• Task goal
Set down every entry exactly as it was written.

• Provided records
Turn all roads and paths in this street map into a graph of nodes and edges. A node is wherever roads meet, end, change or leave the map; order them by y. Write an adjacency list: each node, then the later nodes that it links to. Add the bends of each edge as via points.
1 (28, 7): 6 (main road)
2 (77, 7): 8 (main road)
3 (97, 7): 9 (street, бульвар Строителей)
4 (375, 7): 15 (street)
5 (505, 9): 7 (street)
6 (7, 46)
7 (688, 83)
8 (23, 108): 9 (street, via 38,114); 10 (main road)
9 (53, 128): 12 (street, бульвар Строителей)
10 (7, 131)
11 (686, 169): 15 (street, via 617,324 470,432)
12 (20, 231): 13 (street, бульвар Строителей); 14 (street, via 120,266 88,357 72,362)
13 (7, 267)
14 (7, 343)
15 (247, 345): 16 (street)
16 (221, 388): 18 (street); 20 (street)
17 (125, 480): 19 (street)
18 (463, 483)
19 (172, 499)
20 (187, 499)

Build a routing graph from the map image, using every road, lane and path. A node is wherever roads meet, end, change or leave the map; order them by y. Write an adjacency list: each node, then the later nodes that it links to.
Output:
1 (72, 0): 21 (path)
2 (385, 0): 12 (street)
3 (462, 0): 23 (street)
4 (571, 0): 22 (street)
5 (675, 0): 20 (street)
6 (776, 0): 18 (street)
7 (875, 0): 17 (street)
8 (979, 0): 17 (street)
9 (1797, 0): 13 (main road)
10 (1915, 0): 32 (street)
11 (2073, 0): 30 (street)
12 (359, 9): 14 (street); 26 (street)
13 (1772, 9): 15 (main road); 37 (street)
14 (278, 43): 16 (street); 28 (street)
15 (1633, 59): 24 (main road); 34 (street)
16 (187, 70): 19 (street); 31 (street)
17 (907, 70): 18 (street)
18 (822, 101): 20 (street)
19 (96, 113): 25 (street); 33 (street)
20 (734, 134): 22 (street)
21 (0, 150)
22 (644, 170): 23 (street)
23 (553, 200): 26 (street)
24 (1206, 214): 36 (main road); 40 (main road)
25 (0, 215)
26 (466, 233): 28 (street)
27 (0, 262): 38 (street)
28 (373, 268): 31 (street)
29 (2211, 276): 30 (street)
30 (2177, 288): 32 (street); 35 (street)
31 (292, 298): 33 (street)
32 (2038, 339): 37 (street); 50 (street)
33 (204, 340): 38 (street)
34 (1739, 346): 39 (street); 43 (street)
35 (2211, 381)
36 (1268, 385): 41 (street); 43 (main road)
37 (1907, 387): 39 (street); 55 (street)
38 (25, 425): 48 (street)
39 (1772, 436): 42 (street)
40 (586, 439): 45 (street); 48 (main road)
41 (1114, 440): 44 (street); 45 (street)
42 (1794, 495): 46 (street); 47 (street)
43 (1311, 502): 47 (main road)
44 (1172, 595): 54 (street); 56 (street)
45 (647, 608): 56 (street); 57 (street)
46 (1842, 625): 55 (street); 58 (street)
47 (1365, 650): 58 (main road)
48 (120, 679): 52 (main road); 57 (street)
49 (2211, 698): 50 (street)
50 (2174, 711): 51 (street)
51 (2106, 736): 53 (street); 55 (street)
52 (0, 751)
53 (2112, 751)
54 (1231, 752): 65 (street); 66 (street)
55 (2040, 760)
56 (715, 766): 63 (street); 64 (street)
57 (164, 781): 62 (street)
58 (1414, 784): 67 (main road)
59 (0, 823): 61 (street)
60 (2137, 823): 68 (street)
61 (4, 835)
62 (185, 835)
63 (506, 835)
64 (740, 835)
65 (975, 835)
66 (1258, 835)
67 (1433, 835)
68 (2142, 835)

• Result for this task
Turn all roads and paths in this street map into a graph of nodes and edges. A node is wherever roads meet, end, change or leave the map; order them by y. Write an adjacency list: each node, then the later nodes that it links to. Add the bends of each edge as via points.
1 (28, 7): 6 (main road)
2 (77, 7): 8 (main road)
3 (97, 7): 9 (street, бульвар Строителей)
4 (375, 7): 15 (street)
5 (505, 9): 7 (street)
6 (7, 46)
7 (688, 83)
8 (23, 108): 9 (street, via 38,114); 10 (main road)
9 (53, 128): 12 (street, бульвар Строителей)
10 (7, 131)
11 (686, 169): 15 (street, via 617,324 470,432)
12 (20, 231): 13 (street, бульвар Строителей); 14 (street, via 120,266 88,357 72,362)
13 (7, 267)
14 (7, 343)
15 (247, 345): 16 (street)
16 (221, 388): 18 (street); 20 (street)
17 (125, 480): 19 (street)
18 (463, 483)
19 (172, 499)
20 (187, 499)

Build a routing graph from the map image, using every road, lane and path. A node is wherever roads meet, end, change or leave the map; order them by y. Write an adjacency list: each node, then the later nodes that it links to.
Output:
1 (72, 0): 21 (path)
2 (385, 0): 12 (street)
3 (462, 0): 23 (street)
4 (571, 0): 22 (street)
5 (675, 0): 20 (street)
6 (776, 0): 18 (street)
7 (875, 0): 17 (street)
8 (979, 0): 17 (street)
9 (1797, 0): 13 (main road)
10 (1915, 0): 32 (street)
11 (2073, 0): 30 (street)
12 (359, 9): 14 (street); 26 (street)
13 (1772, 9): 15 (main road); 37 (street)
14 (278, 43): 16 (street); 28 (street)
15 (1633, 59): 24 (main road); 34 (street)
16 (187, 70): 19 (street); 31 (street)
17 (907, 70): 18 (street)
18 (822, 101): 20 (street)
19 (96, 113): 25 (street); 33 (street)
20 (734, 134): 22 (street)
21 (0, 150)
22 (644, 170): 23 (street)
23 (553, 200): 26 (street)
24 (1206, 214): 36 (main road); 40 (main road)
25 (0, 215)
26 (466, 233): 28 (street)
27 (0, 262): 38 (street)
28 (373, 268): 31 (street)
29 (2211, 276): 30 (street)
30 (2177, 288): 32 (street); 35 (street)
31 (292, 298): 33 (street)
32 (2038, 339): 37 (street); 50 (street)
33 (204, 340): 38 (street)
34 (1739, 346): 39 (street); 43 (street)
35 (2211, 381)
36 (1268, 385): 41 (street); 43 (main road)
37 (1907, 387): 39 (street); 55 (street)
38 (25, 425): 48 (street)
39 (1772, 436): 42 (street)
40 (586, 439): 45 (street); 48 (main road)
41 (1114, 440): 44 (street); 45 (street)
42 (1794, 495): 46 (street); 47 (street)
43 (1311, 502): 47 (main road)
44 (1172, 595): 54 (street); 56 (street)
45 (647, 608): 56 (street); 57 (street)
46 (1842, 625): 55 (street); 58 (street)
47 (1365, 650): 58 (main road)
48 (120, 679): 52 (main road); 57 (street)
49 (2211, 698): 50 (street)
50 (2174, 711): 51 (street)
51 (2106, 736): 53 (street); 55 (street)
52 (0, 751)
53 (2112, 751)
54 (1231, 752): 65 (street); 66 (street)
55 (2040, 760)
56 (715, 766): 63 (street); 64 (street)
57 (164, 781): 62 (street)
58 (1414, 784): 67 (main road)
59 (0, 823): 61 (street)
60 (2137, 823): 68 (street)
61 (4, 835)
62 (185, 835)
63 (506, 835)
64 (740, 835)
65 (975, 835)
66 (1258, 835)
67 (1433, 835)
68 (2142, 835)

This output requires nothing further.